Hello Benjamin,

On Tue, 01 Jul 2025 21:03:36 +0900,
Benjamin Berg wrote:
> 
> Hi Hajim,
> 
> On Mon, 2025-06-30 at 10:04 +0900, Hajime Tazaki wrote:
> > 
> > Hello Benjamin,
> > 
> > On Sat, 28 Jun 2025 00:02:05 +0900,
> > Benjamin Berg wrote:
> > > 
> > > Hi,
> > > 
> > > On Fri, 2025-06-27 at 22:50 +0900, Hajime Tazaki wrote:
> > > > thanks for the comment on the complicated part of the kernel (signal).
> > > 
> > > This stuff isn't simple.
> > > 
> > > Actually, I am starting to think that the current MMU UML kernel also
> > > needs a redesign with regard to signal handling and stack use in that
> > > case. My current impression is that the design right now only permits
> > > voluntarily scheduling. More specifically, scheduling in response to an
> > > interrupt is impossible.
> > > 
> > > I suppose that works fine, but it also does not seem quite right.
> > 
> > thanks for the info.  it's very useful to understand what's going on.
> > 
> > (snip)
> > 
> > > > > > +void set_mc_userspace_relay_signal(mcontext_t *mc)
> > > > > > +{
> > > > > > + mc->gregs[REG_RIP] = (unsigned long) __userspace_relay_signal;
> > > > > > +}
> > > > > > +
> > > > 
> > > > This is a bit scary code which I tried to handle when SIGSEGV is
> > > > raised by host for a userspace program running on UML (nommu).
> > > > 
> > > > # and I should remember my XXX tag is important to fix....
> > > > 
> > > > let me try to explain what happens and what I tried to solve.
> > > > 
> > > > The SEGV signal from userspace program is delivered to userspace but
> > > > if we don't fix the code raising the signal, after (um) rt_sigreturn,
> > > > it will restart from $rip and raise SIGSEGV again.
> > > > 
> > > > # so, yes, we've already relied on host and um's rt_sigreturn to
> > > >   restore various things.
> > > > 
> > > > when a uml userspace crashes with SIGSEGV,
> > > > 
> > > > - host kernel raises SIGSEGV (at original $rip)

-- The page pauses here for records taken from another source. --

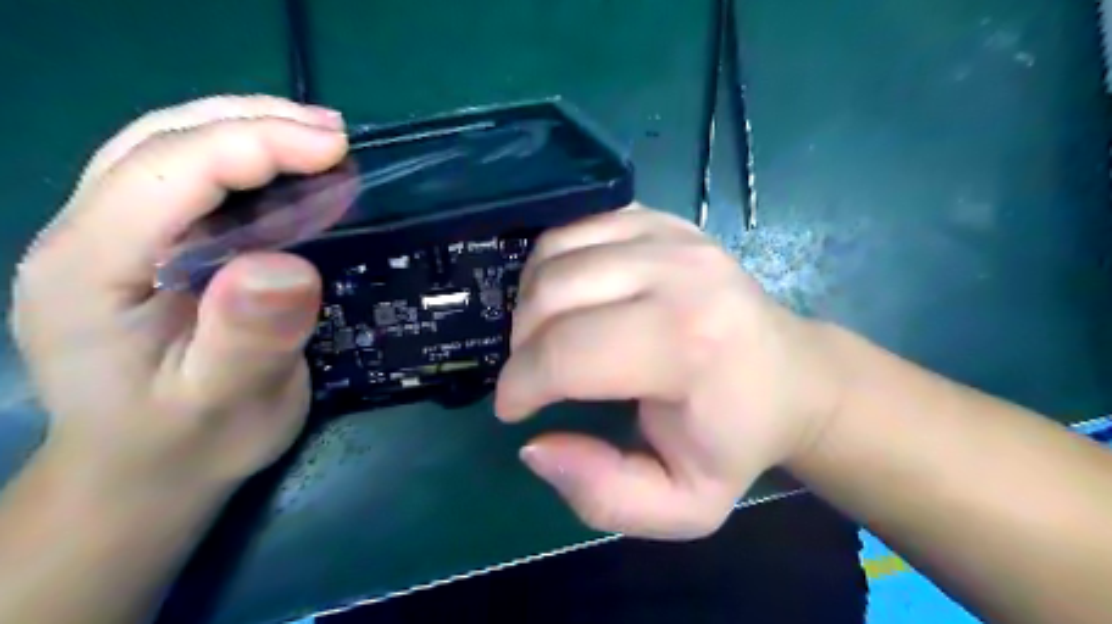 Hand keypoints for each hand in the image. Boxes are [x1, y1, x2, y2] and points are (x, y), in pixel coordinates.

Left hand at [9, 98, 345, 503]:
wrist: (149, 473)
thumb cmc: (188, 445)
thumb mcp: (224, 402)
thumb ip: (248, 337)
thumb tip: (289, 264)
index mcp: (88, 271)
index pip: (166, 172)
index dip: (253, 145)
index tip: (336, 148)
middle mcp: (86, 238)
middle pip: (158, 142)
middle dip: (251, 122)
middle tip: (335, 134)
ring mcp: (114, 240)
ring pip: (170, 150)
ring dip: (248, 130)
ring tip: (320, 138)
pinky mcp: (151, 249)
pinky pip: (193, 183)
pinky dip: (248, 162)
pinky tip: (291, 171)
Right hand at [495, 207, 842, 538]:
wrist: (792, 376)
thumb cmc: (737, 440)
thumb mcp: (681, 504)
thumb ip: (602, 494)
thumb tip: (534, 447)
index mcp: (688, 346)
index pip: (568, 354)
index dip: (520, 385)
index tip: (514, 410)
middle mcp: (679, 273)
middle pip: (551, 295)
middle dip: (521, 346)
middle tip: (534, 378)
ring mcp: (671, 236)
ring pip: (553, 253)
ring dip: (530, 303)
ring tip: (547, 340)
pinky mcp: (662, 220)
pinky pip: (576, 228)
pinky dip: (552, 264)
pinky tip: (569, 299) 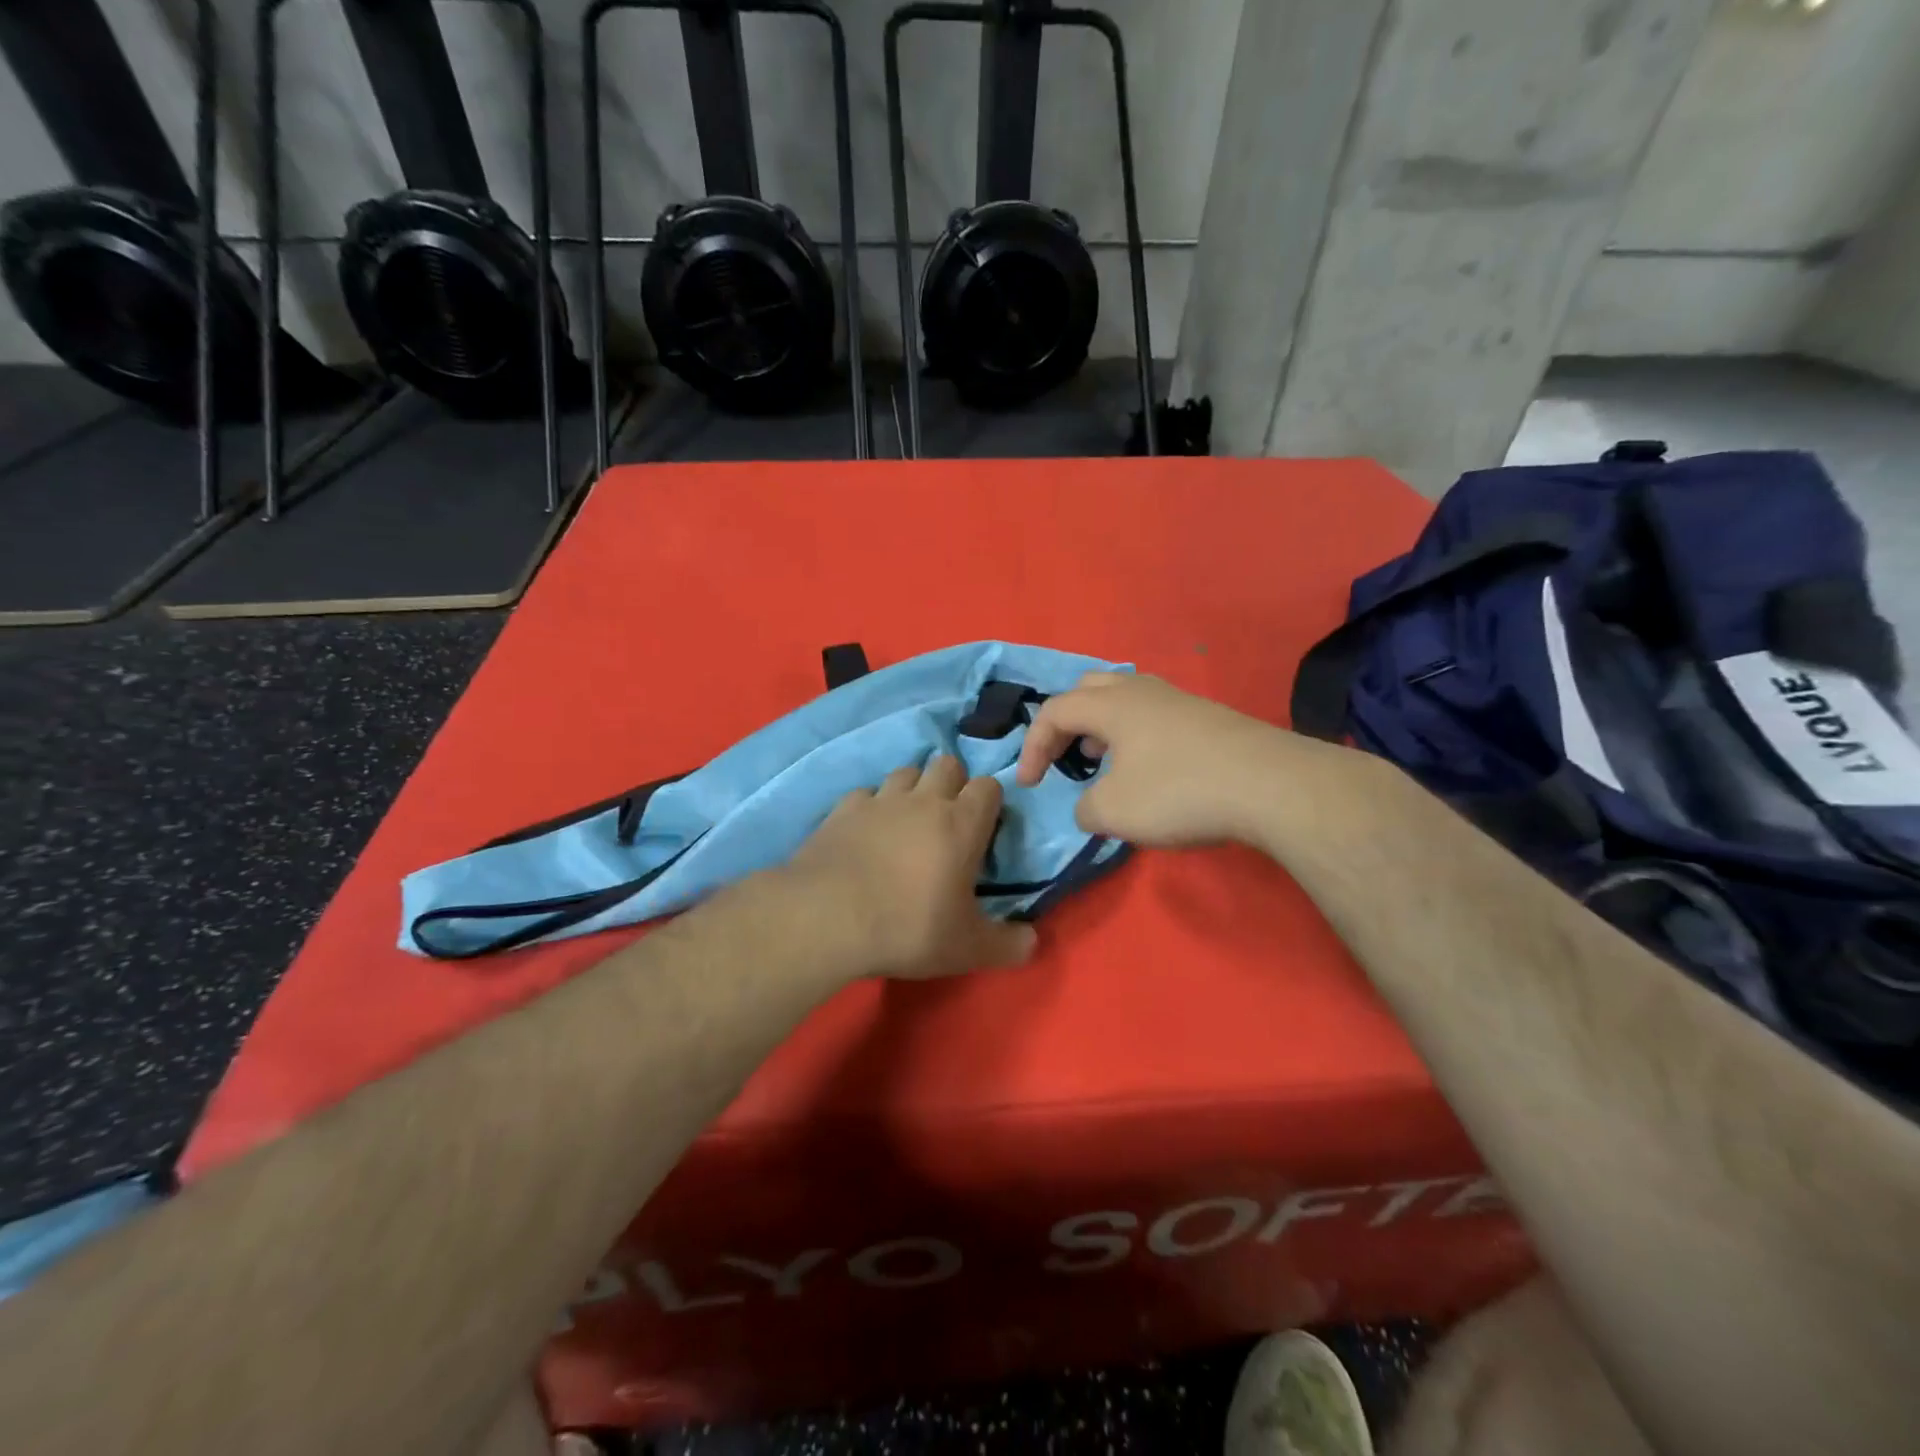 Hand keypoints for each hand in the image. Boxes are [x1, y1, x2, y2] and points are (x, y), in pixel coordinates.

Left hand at [781, 756, 1037, 979]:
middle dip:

> > > > - caught by uml process (hard_handler)
> > > > - raise a signal to uml userspace process (segv_handler)
> > > > - handler ends (hard_handler)
> > > > - (host) run restorer (rt_sigreturn, registered by (libc)sigaction,
> > > >   not (host) rt_sigaction)
> > > > - return back to the original $rip
> > > > - (back to top)
> > > > 
> > > > this is the case where endless loop is happened.
> > > > um's sa_handler isn't called as rt_sigreturn (um) isn't called.
> > > > and the my original attempt (__userspace_relay_signal) is what I tried.
> > > > 
> > > > I agree that it is lazy to call a dummy syscall (indeed, getpid).
> > > > I'm trying to introduce another routine to jump into userspace and
> > > > call (um) rt_sigreturn after (host) rt_sigreturn.
> > > > 
> > > > > And this is really confusing me. The way I am reading it, the code
> > > > > tries to do:
> > > > >    1. Rewrite RIP to jump to __userspace_relay_signal
> > > > >    2. Trigger a getpid syscall (to do "nothing"?)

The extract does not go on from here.